Kpaviédja : une bourgade dans l’angoisse de la soif


Par Alain Tossounon Rédigé le 27/08/2010 (dernière modification le 27/08/2010)

Loin des chiffres rassurants des autorités centrales qui évoquent chaque année un accroissement de la quantité de points d’eau réalisés, une bonne frange de la population attend désespérément de célébrer un jour, l’avènement d’une goutte d’eau dans leur village. Pendant que le Bénin se félicite de progresser vers l’atteinte des OMD d’ici 2015, l’angoisse de la soif est entière à Kpaviédja, un village de la commune d’Abomey-calavi à quelques encablures de Cotonou, la capitale économique.


Comme ici, l'accès à l'eau potable est difficile pour les communautés de Kpaviédja (c) Le Municipal
Un seul et unique sentier en terre battue s’étirant de Akassato jusqu’à Zè, et traversant Zinvié et Kpanroun, mène à Kpaviédja. Un village faisant partie des 8 villages qui composent l’arrondissement de Kpanroun avec ses 7 500 habitants, le moins peuplé de la commune d’Abomey-Calavi, la plus grosse agglomération du Bénin après Cotonou.
Dès l’entrée dans ce hameau, une forte odeur de terre mouillée signale une récente pluie qui fait briller encore la verdure qui donne tout son charme à Kpaviédja, parsemée de manguiers, de palmiers, etc. Des forêts artificielles de tecks et d’acacias, de nombreuses fermes agricoles et autres espaces cultivés. Kpaviédja est sans aucun doute, une zone à fortes potentialités agricoles et l’on comprend mieux, pourquoi la principale activité menée par les populations «autochtones» est l’agriculture. Toutefois, malgré une agriculture florissante, l’approvisionnement en eau potable est une véritable énigme pour les habitants de ce village.

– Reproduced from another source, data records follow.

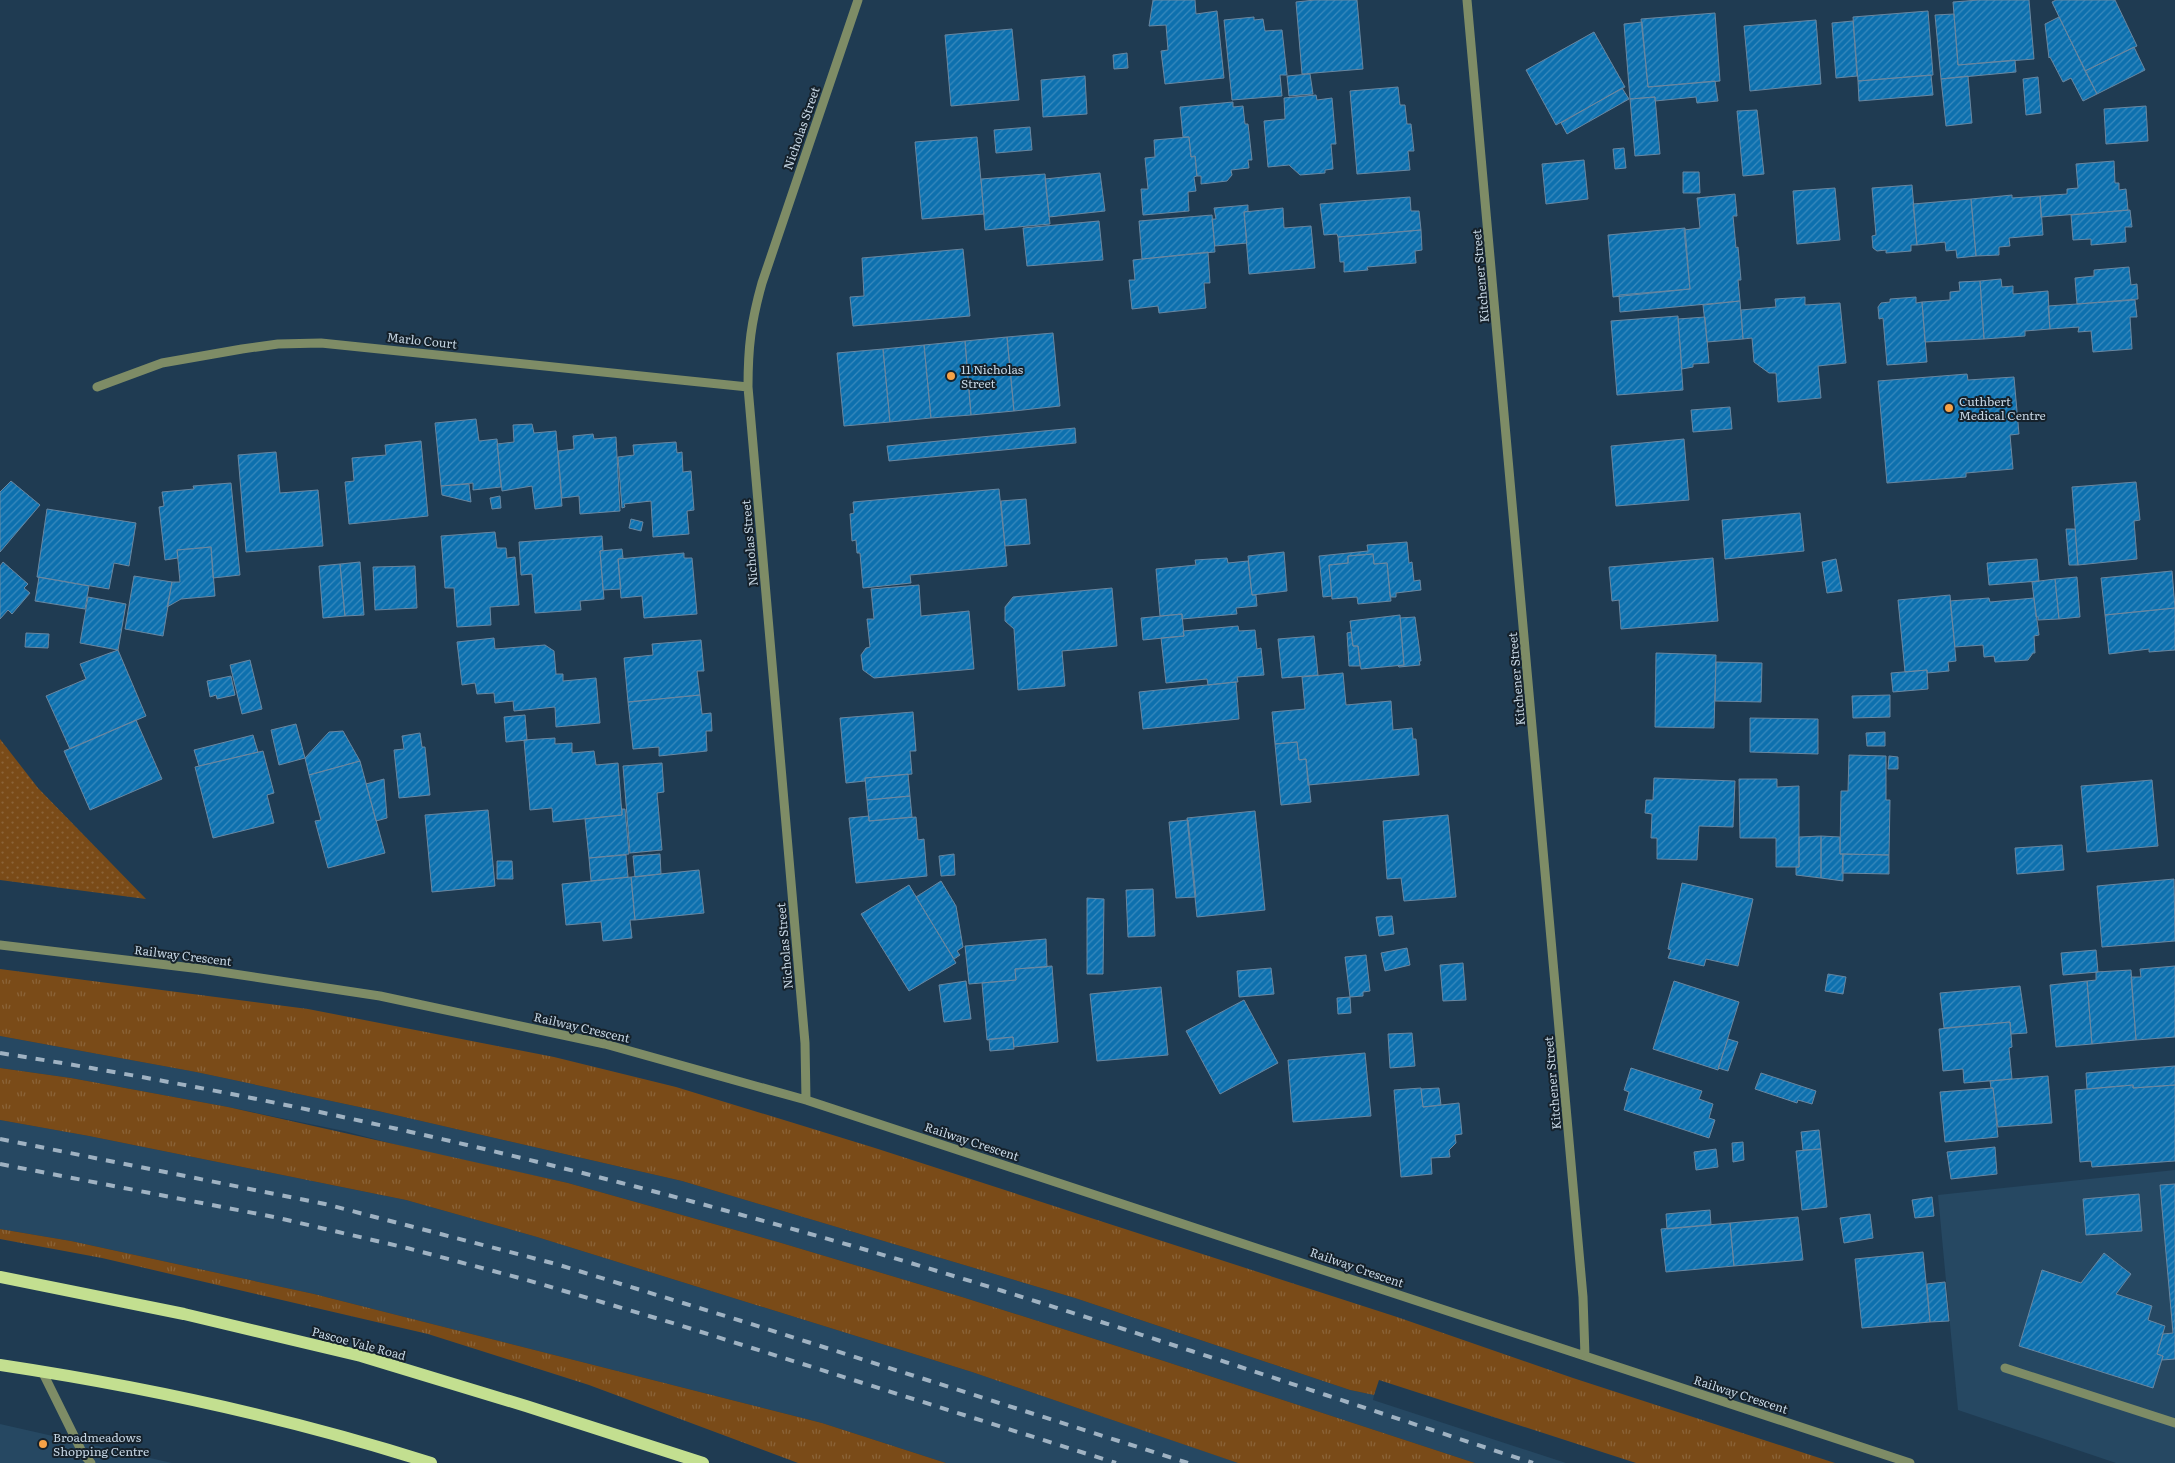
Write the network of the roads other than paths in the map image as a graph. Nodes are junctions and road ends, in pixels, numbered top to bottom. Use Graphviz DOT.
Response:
graph roads {
  1 [pos="858,0"];
  2 [pos="1466,0"];
  3 [pos="97,387"];
  4 [pos="748,387"];
  5 [pos="0,945"];
  6 [pos="806,1100"];
  7 [pos="0,1277"];
  8 [pos="1585,1356"];
  9 [pos="0,1365"];
  10 [pos="2005,1368"];
  11 [pos="42,1371"];
  12 [pos="2175,1423"];
  13 [pos="91,1463"];
  14 [pos="431,1463"];
  15 [pos="703,1463"];
  16 [pos="1910,1463"];
  1 -- 4 [label="street, Nicholas Street"];
  2 -- 8 [label="street, Kitchener Street"];
  3 -- 4 [label="street, Marlo Court"];
  4 -- 6 [label="street, Nicholas Street"];
  5 -- 6 [label="street, Railway Crescent"];
  6 -- 8 [label="street, Railway Crescent"];
  7 -- 15 [label="main road, Pascoe Vale Road"];
  8 -- 16 [label="street, Railway Crescent"];
  9 -- 11 [label="main road"];
  10 -- 12 [label="street"];
  11 -- 13 [label="street"];
  11 -- 14 [label="main road"];
}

Certes, des adductions d’eau villageoises et autres forages ont existé dans ce patelin. Malheureusement, on apprend qu’ils ne fonctionnent pas à plein temps, faute d’énergie électrique. A l’entrée du bourg, on rencontre une sexagénaire avec un panier d’arachide sur la tête qui se dirige vers une case. On s’avance vers elle et après les salutations d’usage, on apprend qu’ici, elle se fait appeler Akpénon par tous les villageois. Interrogée sur le lieu où on pouvait trouver une pompe d’eau afin de se désaltérer, Akpénon répond : "ah ! Autrefois c’est vrai il existait des pompes à motricité humaine dans le village, mais aujourd’hui, il y en a plus une seule qui fonctionne". Mais quelle eau consomme-t-on alors ici à Kpaviédja ? "Mais, de l’eau de puits tout simplement", répond-elle en prenant congé de nous. Nous continuons notre chemin et nous tombons quelques mètres après sur les fameuses pompes dont parlait dame Akpénon. En effet, les deux infrastructures d’eau situées devant l’école primaire du village, sont complètement désossées, caractérisées par un tuyau central fortement rouillé et par l’absence de manivelle ; ce qui témoigne de leur état de non-fonctionnement depuis déjà un bon moment.

Les populations de ce bourg semblent donc effectivement obligées de se rabattre vers les puits. Ainsi, non loin du lieu où se trouvent ces deux pompes complètement désuètes, nous repérons des enfants qui sont attroupés autour d’un puits à grand diamètre. C’est le principal puits qui dessert la grande majorité des habitants du village.
Tout au long de notre randonnée dans le village de Kpaviédja, le constat est général : l’eau de pluie est utilisée pour la consommation. Malheureusement sans traitement aucun. "Actuellement, comme c’est la saison pluvieuse, les gens ont carrément délaissé l’eau de puits pour consommer uniquement de l’eau de pluie", affirme Paul, un jeune habitant de Kpaviédja qui se rendait aux champs.

Dans les villages voisins de Kpaviédja à savoir Kpanroun et Anagbo comme bien d’autres de cet arrondissement, l’atteinte des Objectifs du Millénaire pour le développement (OMD) reste un vœu pieux. Du moins pour l’instant.